深い闇に覆われ、腐葉土の匂いに満ちた深夜の森。
市井の騒音が届くはずも無く、本来なら静寂に包まれているはずの場所に現在場違いな音が響いている。
擦れ合う音、足踏みの音、歯軋りの音、下草の潰れる音、空気の切れる音、そして刀同士がぶつかり合う音。
唐突に木々が途切れぽっかりと開けている空間、そこで二人の男が打ち合っている。
二人はまるで刀で語り合っているかのように、言葉を交わさず黙々と刀を振るうのみ。
攻勢にでているのは白い学生服を纏った男、木刀という得物のハンデをものともせず果敢に相手に打ちかかる。
対する道着の男の体捌きには切れがない。どこか迷いのある刀筋は彼自身をゆっくりと窮地に追い込んでいく。
時が経つにつれて増えていく激突音。
小手調べが終わり、戦いは得物を払いあうものから真正面から打ち合うものへと移り行く。
そしてこの展開の変化により、戦いの天秤は大きく傾く。
驚くなかれ、木刀を操る学生服の男が日本刀を用いている道着の男を力で完全に抑え込む状況になったのだ。
その力強い太刀筋は最早得物の不利など毛ほども感じさせない。
道着の男も必死に耐えてはいるが、決着が着くのは時間の問題かと見受けられた。
だがバトルロイヤルの場においてそんな必然の敗北を黙って受け入れる者はいない。
一度の敗北がそのまま自身の死に直結しかねないのだから。
自身の不利を認め、これ以上戦ったところで埒が明かぬと見た道着の男が奇策に打って出る。
おもむろに刀を投げ捨て、暴挙に戸惑う学生服の男に向けて懐から取り出したスタングレネードを投げつけたのだ。しかもその数は三つ。
爆音が連続して響き、辺り一帯に閃光が溢れる。断続的な爆発が付近にいる生物から感覚を奪い、空白の時間を作り出す。
そして数秒後広場に再び夜の闇と静寂が戻った時、そこには一人の男しか残っていなかった。


◇ ◇ ◇


森での打ち合いから数刻後、道着の男こと宮沢謙吾は山小屋の隅で何やら作業を行っていた。
患部を十分に水で冷やし、椅子の足をもぎ取って作った添え木を当てる。
その上から支給品に混じっていた衣服を巻きつけ、最後にカーテンの切れ端で腕を吊る。
やや不恰好ではあるが左腕を覆う簡易ギプスの完成である。

「……よし、こんなものか」

スタングレネードを爆発させ、その隙に這いずるようにして学生服の男から逃れた謙吾。
しかし打ち合いの最中にそれを行うのにはやはり無理があり、痛烈な一撃を左腕に貰ってしまった。
早々から背負ってしまった大きなハンデ、自身の左腕を見つめて謙吾はため息をつく。
――自らの未熟さを恥じるべきか、元より修行不足は承知していたつもりだが同年代に力で抑え込まれてしまうとはな……
――それとも学生服の男に出会ってしまった不運を嘆くべきか……そもそもあの男は一体なんだったんだろうか?
ランプを点け、地図と名簿をぼんやりと眺めながら謙吾は学生服の男との戦いを思い返す。
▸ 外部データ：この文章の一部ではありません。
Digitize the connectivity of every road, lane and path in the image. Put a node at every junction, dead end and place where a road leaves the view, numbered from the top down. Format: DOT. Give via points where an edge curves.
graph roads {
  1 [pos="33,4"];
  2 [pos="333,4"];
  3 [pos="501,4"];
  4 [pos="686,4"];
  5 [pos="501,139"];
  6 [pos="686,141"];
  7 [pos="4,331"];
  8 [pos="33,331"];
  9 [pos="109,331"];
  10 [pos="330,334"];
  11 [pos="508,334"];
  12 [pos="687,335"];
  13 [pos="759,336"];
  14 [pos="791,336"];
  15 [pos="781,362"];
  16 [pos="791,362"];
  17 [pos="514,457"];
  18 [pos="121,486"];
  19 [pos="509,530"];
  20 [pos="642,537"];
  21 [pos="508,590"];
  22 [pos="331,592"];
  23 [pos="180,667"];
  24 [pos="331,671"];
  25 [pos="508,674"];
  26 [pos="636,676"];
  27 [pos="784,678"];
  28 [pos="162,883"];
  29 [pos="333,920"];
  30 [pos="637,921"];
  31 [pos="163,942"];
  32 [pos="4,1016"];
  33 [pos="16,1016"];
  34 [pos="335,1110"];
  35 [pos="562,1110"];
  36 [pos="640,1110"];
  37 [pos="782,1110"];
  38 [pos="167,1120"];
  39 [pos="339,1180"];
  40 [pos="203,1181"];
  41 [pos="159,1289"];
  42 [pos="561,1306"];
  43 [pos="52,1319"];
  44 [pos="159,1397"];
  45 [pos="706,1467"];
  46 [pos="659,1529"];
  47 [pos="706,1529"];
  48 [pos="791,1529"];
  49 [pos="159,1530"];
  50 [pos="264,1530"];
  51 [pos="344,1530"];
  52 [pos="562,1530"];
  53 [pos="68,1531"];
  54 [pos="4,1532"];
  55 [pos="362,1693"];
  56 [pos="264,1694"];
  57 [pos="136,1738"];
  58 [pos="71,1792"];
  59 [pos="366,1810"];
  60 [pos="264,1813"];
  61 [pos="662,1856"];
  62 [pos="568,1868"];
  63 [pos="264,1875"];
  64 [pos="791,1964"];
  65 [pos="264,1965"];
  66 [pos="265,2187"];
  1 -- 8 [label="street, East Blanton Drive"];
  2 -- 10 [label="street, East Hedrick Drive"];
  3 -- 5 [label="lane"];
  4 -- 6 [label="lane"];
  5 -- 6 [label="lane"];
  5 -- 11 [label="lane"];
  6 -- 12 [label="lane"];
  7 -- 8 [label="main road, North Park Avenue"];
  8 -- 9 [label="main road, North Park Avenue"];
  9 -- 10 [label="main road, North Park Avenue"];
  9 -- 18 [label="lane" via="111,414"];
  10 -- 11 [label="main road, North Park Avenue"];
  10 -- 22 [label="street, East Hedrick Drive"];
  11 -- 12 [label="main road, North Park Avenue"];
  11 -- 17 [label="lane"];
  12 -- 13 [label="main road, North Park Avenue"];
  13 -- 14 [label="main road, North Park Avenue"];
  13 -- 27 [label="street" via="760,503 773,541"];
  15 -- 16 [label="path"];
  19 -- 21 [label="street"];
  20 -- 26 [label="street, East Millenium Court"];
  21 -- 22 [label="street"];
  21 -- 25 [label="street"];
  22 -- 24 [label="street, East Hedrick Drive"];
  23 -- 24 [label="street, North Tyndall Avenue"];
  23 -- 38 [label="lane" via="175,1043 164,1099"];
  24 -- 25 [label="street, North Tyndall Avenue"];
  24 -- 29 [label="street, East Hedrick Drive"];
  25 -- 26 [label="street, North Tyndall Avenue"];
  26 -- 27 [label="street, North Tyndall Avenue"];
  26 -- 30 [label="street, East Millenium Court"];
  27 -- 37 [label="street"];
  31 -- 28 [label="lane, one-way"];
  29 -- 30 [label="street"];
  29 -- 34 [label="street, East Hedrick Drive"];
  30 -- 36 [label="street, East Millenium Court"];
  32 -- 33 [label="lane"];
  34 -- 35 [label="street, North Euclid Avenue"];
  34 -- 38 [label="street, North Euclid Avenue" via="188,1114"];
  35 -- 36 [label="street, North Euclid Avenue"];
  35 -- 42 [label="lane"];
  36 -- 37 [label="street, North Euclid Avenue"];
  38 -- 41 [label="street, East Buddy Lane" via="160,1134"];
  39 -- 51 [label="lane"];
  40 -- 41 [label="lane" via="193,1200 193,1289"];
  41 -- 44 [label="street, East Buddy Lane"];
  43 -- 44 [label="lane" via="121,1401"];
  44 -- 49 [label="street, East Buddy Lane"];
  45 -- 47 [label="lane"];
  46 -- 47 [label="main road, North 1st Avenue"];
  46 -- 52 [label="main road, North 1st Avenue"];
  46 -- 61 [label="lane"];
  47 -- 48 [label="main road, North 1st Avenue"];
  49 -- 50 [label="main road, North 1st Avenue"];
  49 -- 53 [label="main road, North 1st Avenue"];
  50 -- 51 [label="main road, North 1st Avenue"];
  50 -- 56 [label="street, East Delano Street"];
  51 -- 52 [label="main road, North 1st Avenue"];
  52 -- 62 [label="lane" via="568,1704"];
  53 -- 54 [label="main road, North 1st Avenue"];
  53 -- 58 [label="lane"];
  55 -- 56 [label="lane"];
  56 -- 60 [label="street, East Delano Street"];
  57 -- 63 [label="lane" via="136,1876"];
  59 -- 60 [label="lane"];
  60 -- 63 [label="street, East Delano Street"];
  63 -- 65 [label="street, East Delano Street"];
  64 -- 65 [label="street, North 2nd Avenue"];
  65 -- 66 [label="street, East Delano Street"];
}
そもそもの始まりはホールで無作為に、無造作に、無意味に、またたく間に殺された少年少女達。
古式を喪った時の後悔は何だったのか、失われていく命を目の前にして何も出来なかった。
そんな不甲斐ない自分自身に謙吾は落胆し、どうしようもないやるせなさを感じている。
そしてその激情はそのまま下手人達への憤りに転化した。彼らに罰を与えるべきだ、償いをさせるべきだ。
それが散っていった彼らへのせめてもの手向け、自分が彼らのためにできる唯一の事だと謙吾は思う。
この島に降り立った直後の謙吾はそんな義憤でいっぱいだった。そこに、あの男がやってきたのだ。
――戸惑う謙吾に問答無用に襲い掛かってきた学生服の男。
自分の腕に少なからず自身がある謙吾がなすすべも無く追い込まれるほどの強敵だった。
完全に不意をつき、最高のタイミングで切り札を使用したにも関わらず重傷を負わせられる始末だ。
一手でも間違えれば命を落としていたに違いない。最悪の光景を想像し、地図を持つ手が僅かに震える。
物腰で分かる、あの男は間違いなく謙吾を殺すつもりで襲ってきていた。
理性はあるが、温度を感じられない刃。目的を遂行するためには殺人も厭わないという覚悟が感じとれた。
では、あの男を突き動かしているものは一体何なのだろうか? 相対している時は余裕がなく考えることを避けていた疑問。
いくら殺しが肯定されている場とはいえ、無関係な他人を襲う以上そこには何かしらの理由があるはずだ。
六十人強もの他人を蹴落として一人のうのうと生き残る、その事に何ら疑問を感じない利己主義者か?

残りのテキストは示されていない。